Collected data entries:
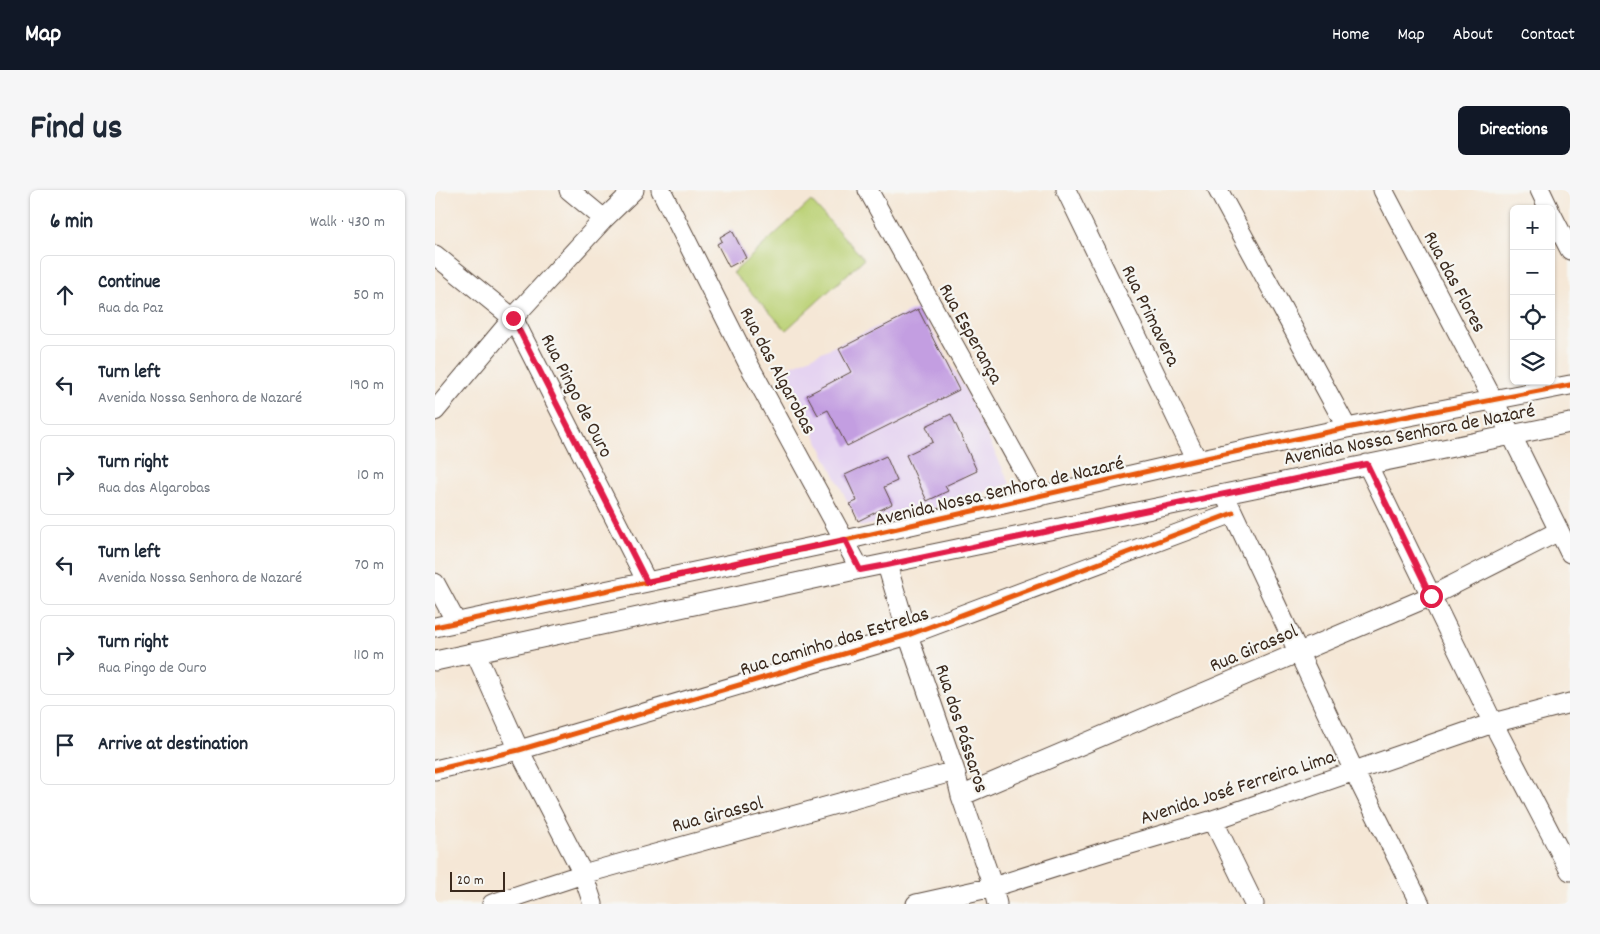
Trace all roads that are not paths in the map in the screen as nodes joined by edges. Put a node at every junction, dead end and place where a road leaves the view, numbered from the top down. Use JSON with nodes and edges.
{"nodes":[{"id":1,"x":569,"y":190,"type":"edge"},
{"id":2,"x":634,"y":190,"type":"edge"},
{"id":3,"x":661,"y":190,"type":"edge"},
{"id":4,"x":868,"y":190,"type":"edge"},
{"id":5,"x":1066,"y":190,"type":"edge"},
{"id":6,"x":1218,"y":190,"type":"edge"},
{"id":7,"x":1383,"y":190,"type":"edge"},
{"id":8,"x":1540,"y":190,"type":"edge"},
{"id":9,"x":1547,"y":205,"type":"edge"},
{"id":10,"x":604,"y":219,"type":"junction"},
{"id":11,"x":1555,"y":221,"type":"edge"},
{"id":12,"x":1570,"y":250,"type":"edge"},
{"id":13,"x":435,"y":255,"type":"edge"},
{"id":14,"x":513,"y":318,"type":"junction"},
{"id":15,"x":1570,"y":385,"type":"edge"},
{"id":16,"x":1493,"y":400,"type":"junction"},
{"id":17,"x":435,"y":411,"type":"edge"},
{"id":18,"x":1570,"y":423,"type":"edge"},
{"id":19,"x":1347,"y":428,"type":"junction"},
{"id":20,"x":1512,"y":436,"type":"junction"},
{"id":21,"x":1197,"y":460,"type":"junction"},
{"id":22,"x":1367,"y":464,"type":"junction"},
{"id":23,"x":1224,"y":494,"type":"junction"},
{"id":24,"x":1038,"y":497,"type":"junction"},
{"id":25,"x":1233,"y":513,"type":"junction"},
{"id":26,"x":1559,"y":531,"type":"junction"},
{"id":27,"x":845,"y":540,"type":"junction"},
{"id":28,"x":1570,"y":553,"type":"edge"},
{"id":29,"x":887,"y":565,"type":"junction"},
{"id":30,"x":860,"y":570,"type":"junction"},
{"id":31,"x":647,"y":582,"type":"junction"},
{"id":32,"x":435,"y":584,"type":"edge"},
{"id":33,"x":1431,"y":596,"type":"junction"},
{"id":34,"x":456,"y":622,"type":"junction"},
{"id":35,"x":435,"y":627,"type":"edge"},
{"id":36,"x":908,"y":635,"type":"junction"},
{"id":37,"x":475,"y":652,"type":"junction"},
{"id":38,"x":1299,"y":652,"type":"junction"},
{"id":39,"x":435,"y":661,"type":"edge"},
{"id":40,"x":1570,"y":704,"type":"edge"},
{"id":41,"x":1493,"y":723,"type":"junction"},
{"id":42,"x":519,"y":750,"type":"junction"},
{"id":43,"x":435,"y":770,"type":"edge"},
{"id":44,"x":955,"y":771,"type":"junction"},
{"id":45,"x":1354,"y":771,"type":"junction"},
{"id":46,"x":961,"y":796,"type":"junction"},
{"id":47,"x":1213,"y":820,"type":"junction"},
{"id":48,"x":1570,"y":871,"type":"edge"},
{"id":49,"x":583,"y":874,"type":"junction"},
{"id":50,"x":995,"y":895,"type":"edge"},
{"id":51,"x":493,"y":904,"type":"edge"},
{"id":52,"x":593,"y":904,"type":"edge"},
{"id":53,"x":916,"y":904,"type":"edge"},
{"id":54,"x":1254,"y":904,"type":"edge"},
{"id":55,"x":1420,"y":904,"type":"edge"}],
"edges":[{"from":1,"to":10,"type":"street"},
{"from":2,"to":10,"type":"street"},
{"from":3,"to":27,"type":"street","name":"Rua das Algarobas"},
{"from":4,"to":24,"type":"street","name":"Rua Esperança"},
{"from":5,"to":21,"type":"street","name":"Rua Primavera"},
{"from":6,"to":19,"type":"street"},
{"from":7,"to":16,"type":"street","name":"Rua das Flores"},
{"from":8,"to":9,"type":"street"},
{"from":10,"to":14,"type":"street"},
{"from":11,"to":12,"type":"street"},
{"from":13,"to":14,"type":"street","name":"Rua Pingo de Ouro"},
{"from":14,"to":17,"type":"street"},
{"from":14,"to":31,"type":"street","name":"Rua Pingo de Ouro"},
{"from":15,"to":16,"type":"street","name":"Avenida Nossa Senhora de Nazaré"},
{"from":16,"to":19,"type":"street","name":"Avenida Nossa Senhora de Nazaré"},
{"from":16,"to":20,"type":"street","name":"Rua das Flores"},
{"from":18,"to":20,"type":"street","name":"Avenida Nossa Senhora de Nazaré"},
{"from":19,"to":21,"type":"street","name":"Avenida Nossa Senhora de Nazaré"},
{"from":20,"to":22,"type":"street","name":"Avenida Nossa Senhora de Nazaré"},
{"from":20,"to":26,"type":"street","name":"Rua das Flores"},
{"from":21,"to":24,"type":"street","name":"Avenida Nossa Senhora de Nazaré"},
{"from":22,"to":23,"type":"street","name":"Avenida Nossa Senhora de Nazaré"},
{"from":22,"to":33,"type":"street"},
{"from":23,"to":25,"type":"street"},
{"from":23,"to":29,"type":"street","name":"Avenida Nossa Senhora de Nazaré"},
{"from":24,"to":27,"type":"street","name":"Avenida Nossa Senhora de Nazaré"},
{"from":25,"to":36,"type":"street","name":"Rua Caminho das Estrelas"},
{"from":25,"to":38,"type":"street"},
{"from":26,"to":28,"type":"street","name":"Rua das Flores"},
{"from":26,"to":33,"type":"street","name":"Rua Girassol"},
{"from":27,"to":30,"type":"street","name":"Rua das Algarobas"},
{"from":27,"to":31,"type":"street","name":"Avenida Nossa Senhora de Nazaré"},
{"from":29,"to":30,"type":"street","name":"Avenida Nossa Senhora de Nazaré"},
{"from":29,"to":36,"type":"street","name":"Rua dos Pássaros"},
{"from":30,"to":37,"type":"street","name":"Avenida Nossa Senhora de Nazaré"},
{"from":31,"to":34,"type":"street","name":"Avenida Nossa Senhora de Nazaré"},
{"from":32,"to":34,"type":"street"},
{"from":33,"to":38,"type":"street","name":"Rua Girassol"},
{"from":33,"to":41,"type":"street"},
{"from":34,"to":35,"type":"street","name":"Avenida Nossa Senhora de Nazaré"},
{"from":36,"to":42,"type":"street","name":"Rua Caminho das Estrelas"},
{"from":36,"to":44,"type":"street","name":"Rua dos Pássaros"},
{"from":37,"to":39,"type":"street","name":"Avenida Nossa Senhora de Nazaré"},
{"from":37,"to":42,"type":"street"},
{"from":38,"to":45,"type":"street"},
{"from":38,"to":46,"type":"street","name":"Rua Girassol"},
{"from":40,"to":41,"type":"street","name":"Avenida José Ferreira Lima"},
{"from":41,"to":45,"type":"street","name":"Avenida José Ferreira Lima"},
{"from":41,"to":48,"type":"street"},
{"from":42,"to":43,"type":"street","name":"Rua Caminho das Estrelas"},
{"from":42,"to":49,"type":"street"},
{"from":44,"to":46,"type":"street","name":"Rua dos Pássaros"},
{"from":44,"to":49,"type":"street","name":"Rua Girassol"},
{"from":45,"to":47,"type":"street","name":"Avenida José Ferreira Lima"},
{"from":45,"to":55,"type":"street"},
{"from":46,"to":50,"type":"street","name":"Rua dos Pássaros"},
{"from":47,"to":50,"type":"street","name":"Avenida José Ferreira Lima"},
{"from":47,"to":54,"type":"street"},
{"from":49,"to":51,"type":"street","name":"Rua Girassol"},
{"from":49,"to":52,"type":"street"},
{"from":50,"to":53,"type":"street","name":"Avenida José Ferreira Lima"}]}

Task goal: For each line in the data above that contains the string "Flores", extract the line.

Answer space:
{"from":7,"to":16,"type":"street","name":"Rua das Flores"},
{"from":16,"to":20,"type":"street","name":"Rua das Flores"},
{"from":20,"to":26,"type":"street","name":"Rua das Flores"},
{"from":26,"to":28,"type":"street","name":"Rua das Flores"},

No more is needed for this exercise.